When we want a person to make a significant change in his life, the underlying message we’re broadcasting to him is that he is bad, guilty, weak and unable to control himself. This message is wholly destructive, and usually results in the opposite effect of what we’re trying to gain. When someone is made to feel like a failure, he feels worse than before, which sets him up for repeated failures. This is why, in your case, instead of motivating your son to cut down on food, you might actually see that he’s gaining weight with a feeling of ‘Why should I bother trying, if I’m anyway doomed to failure?’
A kid who isn’t doing something intrinsically wrong, but still refuses to absorb a lesson that he needs to learn, it’s a sign of despair. When parents take away a child’s tzelem Elokim and send him a message of ‘you’re bad,’ ‘you’re not doing what you should’ and other similar superlatives, he loses faith in himself, stops feeling happiness and satisfaction in life, and loses his will to improve and become better.

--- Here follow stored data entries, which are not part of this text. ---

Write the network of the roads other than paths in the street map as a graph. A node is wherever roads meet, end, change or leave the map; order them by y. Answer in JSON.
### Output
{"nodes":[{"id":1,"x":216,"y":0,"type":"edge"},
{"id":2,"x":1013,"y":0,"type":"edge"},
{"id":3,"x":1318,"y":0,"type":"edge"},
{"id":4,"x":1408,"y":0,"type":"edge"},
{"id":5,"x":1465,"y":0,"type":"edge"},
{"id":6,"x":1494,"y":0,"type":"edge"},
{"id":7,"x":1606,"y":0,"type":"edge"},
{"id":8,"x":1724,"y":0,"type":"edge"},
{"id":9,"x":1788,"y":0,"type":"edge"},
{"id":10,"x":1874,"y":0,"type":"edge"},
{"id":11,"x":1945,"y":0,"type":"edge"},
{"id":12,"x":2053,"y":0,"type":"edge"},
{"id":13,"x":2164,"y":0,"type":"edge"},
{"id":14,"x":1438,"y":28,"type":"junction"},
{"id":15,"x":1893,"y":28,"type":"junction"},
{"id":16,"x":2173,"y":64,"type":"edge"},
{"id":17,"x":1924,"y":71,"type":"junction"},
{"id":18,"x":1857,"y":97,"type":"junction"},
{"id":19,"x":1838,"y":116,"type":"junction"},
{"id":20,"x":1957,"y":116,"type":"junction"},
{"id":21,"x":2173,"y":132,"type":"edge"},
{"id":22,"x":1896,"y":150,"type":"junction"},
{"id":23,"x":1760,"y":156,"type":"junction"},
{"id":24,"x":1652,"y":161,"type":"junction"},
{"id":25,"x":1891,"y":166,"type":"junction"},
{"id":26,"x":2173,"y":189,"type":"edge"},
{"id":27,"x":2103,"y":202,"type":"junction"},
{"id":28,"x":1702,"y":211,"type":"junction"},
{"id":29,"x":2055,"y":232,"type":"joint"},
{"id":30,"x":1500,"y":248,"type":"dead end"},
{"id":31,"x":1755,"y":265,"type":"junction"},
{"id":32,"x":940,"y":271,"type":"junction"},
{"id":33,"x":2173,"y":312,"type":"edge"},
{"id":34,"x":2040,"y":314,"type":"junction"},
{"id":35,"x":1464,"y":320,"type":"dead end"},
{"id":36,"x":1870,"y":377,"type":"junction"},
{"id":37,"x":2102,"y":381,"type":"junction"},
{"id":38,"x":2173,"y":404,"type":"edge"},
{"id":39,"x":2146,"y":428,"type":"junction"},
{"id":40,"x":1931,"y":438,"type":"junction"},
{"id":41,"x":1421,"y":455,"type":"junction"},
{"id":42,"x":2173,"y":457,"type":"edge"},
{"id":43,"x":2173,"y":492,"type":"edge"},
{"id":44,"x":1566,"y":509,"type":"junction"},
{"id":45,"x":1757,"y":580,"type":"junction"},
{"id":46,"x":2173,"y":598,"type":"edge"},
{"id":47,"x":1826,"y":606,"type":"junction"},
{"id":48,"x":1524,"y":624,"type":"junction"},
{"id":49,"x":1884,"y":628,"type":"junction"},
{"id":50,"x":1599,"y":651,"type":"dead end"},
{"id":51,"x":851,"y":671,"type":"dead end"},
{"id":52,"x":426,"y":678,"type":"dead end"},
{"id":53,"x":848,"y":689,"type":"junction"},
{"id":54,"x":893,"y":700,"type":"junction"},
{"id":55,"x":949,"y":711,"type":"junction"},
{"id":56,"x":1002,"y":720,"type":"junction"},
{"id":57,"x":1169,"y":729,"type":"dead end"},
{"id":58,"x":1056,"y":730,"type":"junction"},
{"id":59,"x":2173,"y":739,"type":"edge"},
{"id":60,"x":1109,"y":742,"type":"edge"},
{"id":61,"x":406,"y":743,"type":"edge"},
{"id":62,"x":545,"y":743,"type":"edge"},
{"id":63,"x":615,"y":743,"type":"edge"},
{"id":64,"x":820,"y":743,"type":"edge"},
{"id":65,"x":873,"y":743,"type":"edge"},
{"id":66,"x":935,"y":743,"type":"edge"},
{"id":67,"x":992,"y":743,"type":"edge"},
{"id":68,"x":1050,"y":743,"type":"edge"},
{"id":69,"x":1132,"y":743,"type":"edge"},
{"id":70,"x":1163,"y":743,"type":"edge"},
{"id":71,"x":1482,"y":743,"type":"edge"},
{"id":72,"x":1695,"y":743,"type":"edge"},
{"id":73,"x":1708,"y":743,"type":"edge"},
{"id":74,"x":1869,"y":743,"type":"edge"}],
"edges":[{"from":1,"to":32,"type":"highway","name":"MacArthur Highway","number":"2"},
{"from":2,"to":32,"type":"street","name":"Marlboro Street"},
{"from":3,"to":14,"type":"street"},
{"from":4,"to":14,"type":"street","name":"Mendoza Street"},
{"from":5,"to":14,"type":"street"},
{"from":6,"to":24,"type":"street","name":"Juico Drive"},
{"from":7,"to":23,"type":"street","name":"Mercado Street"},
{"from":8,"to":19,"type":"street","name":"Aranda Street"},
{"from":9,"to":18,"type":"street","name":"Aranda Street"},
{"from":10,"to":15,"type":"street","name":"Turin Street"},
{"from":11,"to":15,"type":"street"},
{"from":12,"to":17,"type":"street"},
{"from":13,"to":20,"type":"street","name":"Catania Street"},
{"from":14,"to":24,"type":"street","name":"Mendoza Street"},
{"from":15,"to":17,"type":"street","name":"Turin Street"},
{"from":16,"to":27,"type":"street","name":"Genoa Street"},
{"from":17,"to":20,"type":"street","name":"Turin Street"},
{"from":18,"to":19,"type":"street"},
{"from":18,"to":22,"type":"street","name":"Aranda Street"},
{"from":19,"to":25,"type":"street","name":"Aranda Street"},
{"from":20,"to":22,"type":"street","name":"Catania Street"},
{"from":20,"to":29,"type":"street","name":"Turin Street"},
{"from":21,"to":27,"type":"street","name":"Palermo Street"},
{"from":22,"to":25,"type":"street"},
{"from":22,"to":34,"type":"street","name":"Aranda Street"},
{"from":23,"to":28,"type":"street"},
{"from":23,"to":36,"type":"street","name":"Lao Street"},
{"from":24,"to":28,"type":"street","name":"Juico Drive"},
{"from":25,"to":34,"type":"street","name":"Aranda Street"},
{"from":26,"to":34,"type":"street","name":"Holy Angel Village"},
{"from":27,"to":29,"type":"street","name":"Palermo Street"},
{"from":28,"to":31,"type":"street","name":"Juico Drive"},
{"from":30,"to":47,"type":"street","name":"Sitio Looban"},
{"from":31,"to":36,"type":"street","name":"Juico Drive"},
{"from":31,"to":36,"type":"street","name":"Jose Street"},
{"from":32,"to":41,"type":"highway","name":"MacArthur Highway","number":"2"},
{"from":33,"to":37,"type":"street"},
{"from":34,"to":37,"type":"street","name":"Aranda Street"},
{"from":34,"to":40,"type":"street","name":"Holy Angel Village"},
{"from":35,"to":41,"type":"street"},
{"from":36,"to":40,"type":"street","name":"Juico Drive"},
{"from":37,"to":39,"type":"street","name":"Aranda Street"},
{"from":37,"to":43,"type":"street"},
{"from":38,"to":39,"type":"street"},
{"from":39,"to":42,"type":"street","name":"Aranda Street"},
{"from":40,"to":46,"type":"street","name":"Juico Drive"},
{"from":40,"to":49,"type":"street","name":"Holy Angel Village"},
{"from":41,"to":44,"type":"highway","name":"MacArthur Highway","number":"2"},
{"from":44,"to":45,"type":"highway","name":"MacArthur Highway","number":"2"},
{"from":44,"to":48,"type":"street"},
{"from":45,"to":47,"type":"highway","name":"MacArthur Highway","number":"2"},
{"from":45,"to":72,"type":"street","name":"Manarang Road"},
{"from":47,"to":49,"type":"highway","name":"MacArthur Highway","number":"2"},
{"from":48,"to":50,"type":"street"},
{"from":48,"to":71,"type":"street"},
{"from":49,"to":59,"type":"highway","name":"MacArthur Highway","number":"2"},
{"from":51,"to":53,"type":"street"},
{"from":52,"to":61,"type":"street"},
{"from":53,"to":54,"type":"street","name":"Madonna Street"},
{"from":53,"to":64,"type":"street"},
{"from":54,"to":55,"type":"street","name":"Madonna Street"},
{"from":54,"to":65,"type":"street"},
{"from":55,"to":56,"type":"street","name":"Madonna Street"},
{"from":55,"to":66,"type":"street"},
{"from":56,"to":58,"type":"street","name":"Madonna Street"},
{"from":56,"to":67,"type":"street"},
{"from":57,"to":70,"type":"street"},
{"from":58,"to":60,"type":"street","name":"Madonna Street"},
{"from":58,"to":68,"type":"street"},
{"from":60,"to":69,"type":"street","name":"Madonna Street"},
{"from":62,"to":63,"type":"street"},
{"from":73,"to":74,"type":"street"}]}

A child looks around at his world, and all he wants is to feel valued, supported and accepted—for the person he is, not the person we want him to be. Only when he feels valued and accepted as he is can he garner any satisfaction from the exercise/diet that you want him to do. Otherwise, he’ll drag his feet to exercise class, struggle to keep up with the group, and probably fail or else refuse to do the exercises at all. He’ll look at himself in the mirror and see only Fat. And then, all efforts will be in vain.
In contrast, if he goes to his exercise class with positive feelings, with the support and empathy of those around him and the knowledge that they believe in him and in his ability to succeed, then he’ll start working out with a positive attitude and succeed. It’ll be tough; he’ll sweat, but he’ll feel good with each pound he loses.
If you want your son to cut down on unnecessary eating, if you want him to accept the guidelines and limitations imposed on him by the dietician, then you must first identify with him. Empathize with his hardships and challenges, know that it’s not easy for him, and broadcast to him calm, sympathy and compassion.
In general, it would behoove many parents to understand that the foundation of success with a ‘problematic child’—and this includes a problem of any kind—is to prove to the child that he is not the problem. He might have a problem, but he is not the problem. As soon as the child feels validated, important, equal, beloved, and integral to the family as everyone else, he’ll gain the motive to try to improve.
We’re not asking parents to be angels! Parents also have struggles, and they are condoned in using phrases like ‘it’s hard for him,’ ‘it’s hard for us with him now,’ ‘he has a problem.’ All these are legitimate. But whatever you do, please don’t attach a stigma to your child! Don’t condemn him, and don’t shame him, because it could lead to permanent, irreversible damage.
Hatzlachah rabba and lots of nachas!